Task requirements — Scan the records for the word "Charles". Report each line where it occurs.

[Data extracted from a collection]
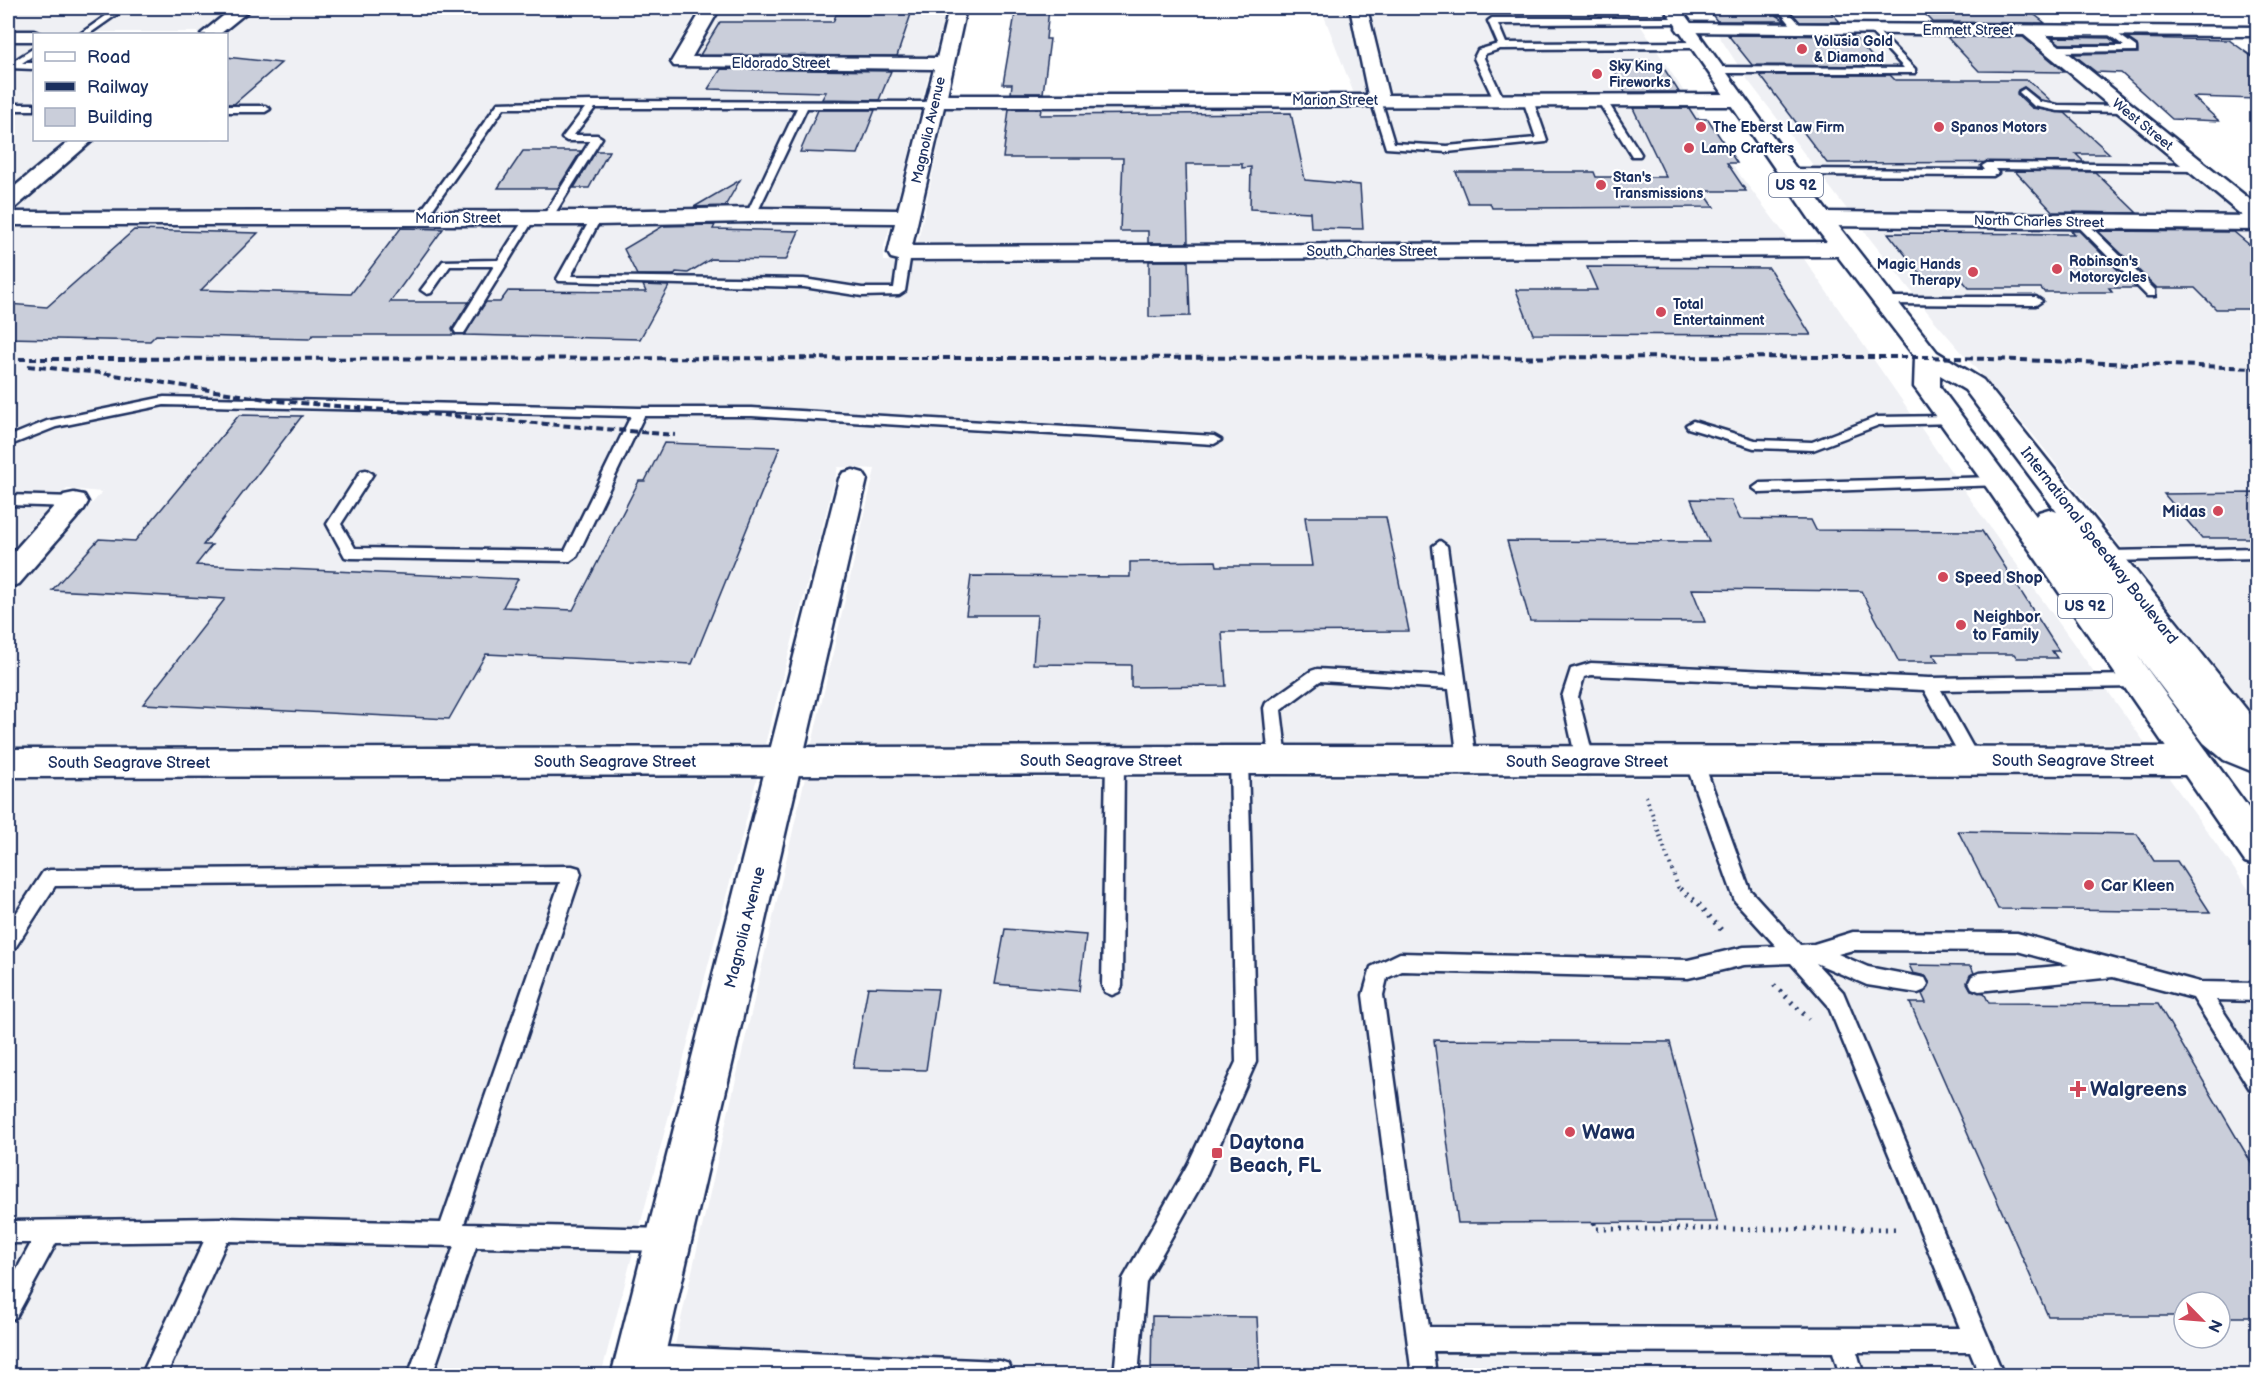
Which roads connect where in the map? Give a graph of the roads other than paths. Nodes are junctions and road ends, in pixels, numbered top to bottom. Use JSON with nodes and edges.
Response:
{"nodes":[{"id":1,"x":122,"y":8,"type":"edge"},
{"id":2,"x":243,"y":8,"type":"edge"},
{"id":3,"x":711,"y":8,"type":"edge"},
{"id":4,"x":958,"y":8,"type":"edge"},
{"id":5,"x":1359,"y":8,"type":"edge"},
{"id":6,"x":1772,"y":8,"type":"edge"},
{"id":7,"x":1683,"y":26,"type":"edge"},
{"id":8,"x":1799,"y":29,"type":"junction"},
{"id":9,"x":1873,"y":29,"type":"junction"},
{"id":10,"x":2030,"y":30,"type":"junction"},
{"id":11,"x":2108,"y":30,"type":"junction"},
{"id":12,"x":2252,"y":31,"type":"dead end"},
{"id":13,"x":85,"y":33,"type":"edge"},
{"id":14,"x":211,"y":33,"type":"edge"},
{"id":15,"x":8,"y":36,"type":"edge"},
{"id":16,"x":33,"y":36,"type":"edge"},
{"id":17,"x":1503,"y":45,"type":"junction"},
{"id":18,"x":2053,"y":49,"type":"junction"},
{"id":19,"x":33,"y":52,"type":"edge"},
{"id":20,"x":944,"y":64,"type":"junction"},
{"id":21,"x":33,"y":66,"type":"edge"},
{"id":22,"x":1714,"y":70,"type":"junction"},
{"id":23,"x":2024,"y":92,"type":"dead end"},
{"id":24,"x":1377,"y":99,"type":"junction"},
{"id":25,"x":1498,"y":100,"type":"junction"},
{"id":26,"x":1528,"y":100,"type":"junction"},
{"id":27,"x":1602,"y":100,"type":"junction"},
{"id":28,"x":1735,"y":100,"type":"junction"},
{"id":29,"x":935,"y":103,"type":"junction"},
{"id":30,"x":593,"y":104,"type":"junction"},
{"id":31,"x":803,"y":106,"type":"junction"},
{"id":32,"x":8,"y":107,"type":"edge"},
{"id":33,"x":29,"y":107,"type":"edge"},
{"id":34,"x":228,"y":109,"type":"edge"},
{"id":35,"x":265,"y":109,"type":"dead end"},
{"id":36,"x":2126,"y":109,"type":"junction"},
{"id":37,"x":82,"y":141,"type":"edge"},
{"id":38,"x":1636,"y":154,"type":"dead end"},
{"id":39,"x":2198,"y":168,"type":"junction"},
{"id":40,"x":1786,"y":172,"type":"junction"},
{"id":41,"x":8,"y":202,"type":"edge"},
{"id":42,"x":752,"y":215,"type":"junction"},
{"id":43,"x":908,"y":217,"type":"junction"},
{"id":44,"x":2258,"y":217,"type":"edge"},
{"id":45,"x":422,"y":218,"type":"junction"},
{"id":46,"x":539,"y":218,"type":"junction"},
{"id":47,"x":596,"y":218,"type":"junction"},
{"id":48,"x":8,"y":219,"type":"edge"},
{"id":49,"x":1821,"y":219,"type":"junction"},
{"id":50,"x":2079,"y":221,"type":"junction"},
{"id":51,"x":2258,"y":223,"type":"edge"},
{"id":52,"x":1844,"y":249,"type":"junction"},
{"id":53,"x":902,"y":253,"type":"junction"},
{"id":54,"x":502,"y":263,"type":"junction"},
{"id":55,"x":427,"y":290,"type":"dead end"},
{"id":56,"x":2151,"y":293,"type":"dead end"},
{"id":57,"x":1884,"y":301,"type":"junction"},
{"id":58,"x":2036,"y":301,"type":"dead end"},
{"id":59,"x":460,"y":330,"type":"dead end"},
{"id":60,"x":1928,"y":357,"type":"junction"},
{"id":61,"x":639,"y":412,"type":"junction"},
{"id":62,"x":1693,"y":425,"type":"dead end"},
{"id":63,"x":1956,"y":427,"type":"junction"},
{"id":64,"x":1214,"y":440,"type":"dead end"},
{"id":65,"x":8,"y":442,"type":"edge"},
{"id":66,"x":366,"y":474,"type":"dead end"},
{"id":67,"x":853,"y":479,"type":"dead end"},
{"id":68,"x":1997,"y":482,"type":"junction"},
{"id":69,"x":1760,"y":488,"type":"dead end"},
{"id":70,"x":8,"y":500,"type":"edge"},
{"id":71,"x":74,"y":502,"type":"joint"},
{"id":72,"x":1440,"y":546,"type":"dead end"},
{"id":73,"x":2258,"y":553,"type":"edge"},
{"id":74,"x":2109,"y":556,"type":"junction"},
{"id":75,"x":8,"y":577,"type":"edge"},
{"id":76,"x":2138,"y":681,"type":"junction"},
{"id":77,"x":1456,"y":683,"type":"junction"},
{"id":78,"x":1929,"y":684,"type":"junction"},
{"id":79,"x":2258,"y":749,"type":"edge"},
{"id":80,"x":2258,"y":759,"type":"edge"},
{"id":81,"x":1115,"y":760,"type":"junction"},
{"id":82,"x":1239,"y":760,"type":"junction"},
{"id":83,"x":1278,"y":760,"type":"junction"},
{"id":84,"x":1585,"y":760,"type":"junction"},
{"id":85,"x":1971,"y":760,"type":"junction"},
{"id":86,"x":2195,"y":760,"type":"junction"},
{"id":87,"x":785,"y":761,"type":"junction"},
{"id":88,"x":1467,"y":761,"type":"junction"},
{"id":89,"x":1694,"y":761,"type":"junction"},
{"id":90,"x":8,"y":763,"type":"edge"},
{"id":91,"x":2258,"y":810,"type":"edge"},
{"id":92,"x":2258,"y":851,"type":"edge"},
{"id":93,"x":8,"y":942,"type":"edge"},
{"id":94,"x":1793,"y":954,"type":"junction"},
{"id":95,"x":1814,"y":954,"type":"junction"},
{"id":96,"x":2120,"y":969,"type":"junction"},
{"id":97,"x":1979,"y":982,"type":"dead end"},
{"id":98,"x":1917,"y":984,"type":"dead end"},
{"id":99,"x":1112,"y":986,"type":"dead end"},
{"id":100,"x":2199,"y":991,"type":"junction"},
{"id":101,"x":2258,"y":992,"type":"edge"},
{"id":102,"x":2258,"y":1084,"type":"edge"},
{"id":103,"x":221,"y":1229,"type":"junction"},
{"id":104,"x":50,"y":1231,"type":"junction"},
{"id":105,"x":8,"y":1232,"type":"edge"},
{"id":106,"x":459,"y":1235,"type":"junction"},
{"id":107,"x":667,"y":1240,"type":"junction"},
{"id":108,"x":8,"y":1309,"type":"edge"},
{"id":109,"x":1419,"y":1339,"type":"junction"},
{"id":110,"x":1842,"y":1340,"type":"junction"},
{"id":111,"x":1978,"y":1340,"type":"junction"},
{"id":112,"x":637,"y":1367,"type":"edge"},
{"id":113,"x":1000,"y":1373,"type":"dead end"},
{"id":114,"x":153,"y":1376,"type":"edge"},
{"id":115,"x":420,"y":1376,"type":"edge"},
{"id":116,"x":1126,"y":1376,"type":"edge"},
{"id":117,"x":1424,"y":1376,"type":"edge"},
{"id":118,"x":1852,"y":1376,"type":"edge"},
{"id":119,"x":1992,"y":1376,"type":"edge"}],
"edges":[{"from":1,"to":13,"type":"lane"},
{"from":2,"to":14,"type":"street"},
{"from":3,"to":20,"type":"street","name":"Eldorado Street"},
{"from":4,"to":20,"type":"street","name":"Magnolia Avenue"},
{"from":5,"to":24,"type":"street"},
{"from":6,"to":8,"type":"lane"},
{"from":7,"to":8,"type":"street","name":"Emmett Street"},
{"from":7,"to":17,"type":"lane"},
{"from":7,"to":17,"type":"lane"},
{"from":7,"to":22,"type":"street","name":"International Speedway Boulevard","number":"US 92"},
{"from":8,"to":9,"type":"street","name":"Emmett Street"},
{"from":9,"to":10,"type":"street","name":"Emmett Street"},
{"from":9,"to":22,"type":"lane"},
{"from":10,"to":11,"type":"street","name":"Emmett Street"},
{"from":10,"to":18,"type":"street","name":"West Street"},
{"from":11,"to":12,"type":"street","name":"Emmett Street"},
{"from":11,"to":18,"type":"lane"},
{"from":15,"to":16,"type":"street"},
{"from":17,"to":25,"type":"lane"},
{"from":18,"to":36,"type":"street","name":"West Street"},
{"from":19,"to":21,"type":"lane"},
{"from":20,"to":29,"type":"street","name":"Magnolia Avenue"},
{"from":22,"to":28,"type":"street","name":"International Speedway Boulevard","number":"US 92"},
{"from":23,"to":36,"type":"lane"},
{"from":24,"to":25,"type":"street","name":"Marion Street"},
{"from":24,"to":26,"type":"lane"},
{"from":24,"to":29,"type":"street","name":"Marion Street"},
{"from":25,"to":26,"type":"street","name":"Marion Street"},
{"from":26,"to":27,"type":"street","name":"Marion Street"},
{"from":27,"to":28,"type":"street","name":"Marion Street"},
{"from":27,"to":38,"type":"lane"},
{"from":28,"to":40,"type":"street","name":"International Speedway Boulevard","number":"US 92"},
{"from":29,"to":31,"type":"lane"},
{"from":29,"to":43,"type":"street","name":"Magnolia Avenue"},
{"from":30,"to":31,"type":"lane"},
{"from":30,"to":45,"type":"lane"},
{"from":30,"to":46,"type":"lane"},
{"from":31,"to":42,"type":"lane"},
{"from":32,"to":33,"type":"lane"},
{"from":34,"to":35,"type":"lane"},
{"from":36,"to":39,"type":"street","name":"West Street"},
{"from":37,"to":41,"type":"street"},
{"from":39,"to":40,"type":"lane"},
{"from":39,"to":44,"type":"street","name":"West Street"},
{"from":40,"to":49,"type":"street","name":"International Speedway Boulevard","number":"US 92"},
{"from":42,"to":43,"type":"street","name":"Marion Street"},
{"from":42,"to":47,"type":"street","name":"Marion Street"},
{"from":43,"to":53,"type":"street","name":"Magnolia Avenue"},
{"from":45,"to":46,"type":"street","name":"Marion Street"},
{"from":45,"to":48,"type":"street","name":"Marion Street"},
{"from":46,"to":47,"type":"street","name":"Marion Street"},
{"from":46,"to":54,"type":"lane"},
{"from":47,"to":53,"type":"lane"},
{"from":49,"to":50,"type":"street","name":"North Charles Street"},
{"from":49,"to":52,"type":"street","name":"International Speedway Boulevard","number":"US 92"},
{"from":50,"to":51,"type":"street","name":"North Charles Street"},
{"from":50,"to":56,"type":"lane"},
{"from":52,"to":53,"type":"street","name":"South Charles Street"},
{"from":52,"to":57,"type":"street","name":"International Speedway Boulevard","number":"US 92"},
{"from":54,"to":55,"type":"lane"},
{"from":54,"to":59,"type":"lane"},
{"from":57,"to":58,"type":"lane"},
{"from":57,"to":60,"type":"street","name":"International Speedway Boulevard","number":"US 92"},
{"from":60,"to":63,"type":"street","number":"US 92"},
{"from":60,"to":74,"type":"street","name":"International Speedway Boulevard","number":"US 92"},
{"from":61,"to":64,"type":"lane"},
{"from":61,"to":65,"type":"lane"},
{"from":61,"to":66,"type":"lane"},
{"from":62,"to":63,"type":"lane"},
{"from":63,"to":68,"type":"street","number":"US 92"},
{"from":63,"to":80,"type":"street"},
{"from":67,"to":87,"type":"street","name":"Magnolia Avenue"},
{"from":68,"to":69,"type":"lane"},
{"from":68,"to":76,"type":"street","number":"US 92"},
{"from":70,"to":71,"type":"lane"},
{"from":71,"to":75,"type":"street"},
{"from":72,"to":77,"type":"lane"},
{"from":73,"to":74,"type":"lane"},
{"from":74,"to":79,"type":"street","name":"International Speedway Boulevard","number":"US 92"},
{"from":76,"to":78,"type":"lane"},
{"from":76,"to":86,"type":"street","number":"US 92"},
{"from":77,"to":83,"type":"lane"},
{"from":77,"to":88,"type":"lane"},
{"from":78,"to":84,"type":"lane"},
{"from":78,"to":85,"type":"lane"},
{"from":81,"to":82,"type":"street","name":"South Seagrave Street"},
{"from":81,"to":87,"type":"street","name":"South Seagrave Street"},
{"from":81,"to":99,"type":"lane"},
{"from":82,"to":83,"type":"street","name":"South Seagrave Street"},
{"from":82,"to":116,"type":"lane"},
{"from":83,"to":88,"type":"street","name":"South Seagrave Street"},
{"from":84,"to":88,"type":"street","name":"South Seagrave Street"},
{"from":84,"to":89,"type":"street","name":"South Seagrave Street"},
{"from":85,"to":86,"type":"street","name":"South Seagrave Street"},
{"from":85,"to":89,"type":"street","name":"South Seagrave Street"},
{"from":86,"to":91,"type":"street"},
{"from":86,"to":92,"type":"street","number":"US 92"},
{"from":87,"to":90,"type":"street","name":"South Seagrave Street"},
{"from":87,"to":107,"type":"street","name":"Magnolia Avenue"},
{"from":89,"to":94,"type":"lane"},
{"from":93,"to":106,"type":"lane"},
{"from":94,"to":95,"type":"lane"},
{"from":94,"to":109,"type":"lane"},
{"from":94,"to":111,"type":"lane"},
{"from":95,"to":96,"type":"lane"},
{"from":95,"to":98,"type":"lane"},
{"from":96,"to":97,"type":"lane"},
{"from":96,"to":100,"type":"lane"},
{"from":100,"to":101,"type":"lane"},
{"from":100,"to":102,"type":"lane"},
{"from":103,"to":104,"type":"lane"},
{"from":103,"to":106,"type":"lane"},
{"from":103,"to":114,"type":"lane"},
{"from":104,"to":105,"type":"lane"},
{"from":104,"to":108,"type":"lane"},
{"from":106,"to":107,"type":"lane"},
{"from":106,"to":115,"type":"lane"},
{"from":107,"to":112,"type":"street","name":"Magnolia Avenue"},
{"from":109,"to":110,"type":"lane"},
{"from":109,"to":117,"type":"lane"},
{"from":110,"to":111,"type":"lane"},
{"from":110,"to":118,"type":"lane"},
{"from":111,"to":119,"type":"lane"},
{"from":112,"to":113,"type":"lane"}]}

Written response —
{"from":49,"to":50,"type":"street","name":"North Charles Street"},
{"from":50,"to":51,"type":"street","name":"North Charles Street"},
{"from":52,"to":53,"type":"street","name":"South Charles Street"},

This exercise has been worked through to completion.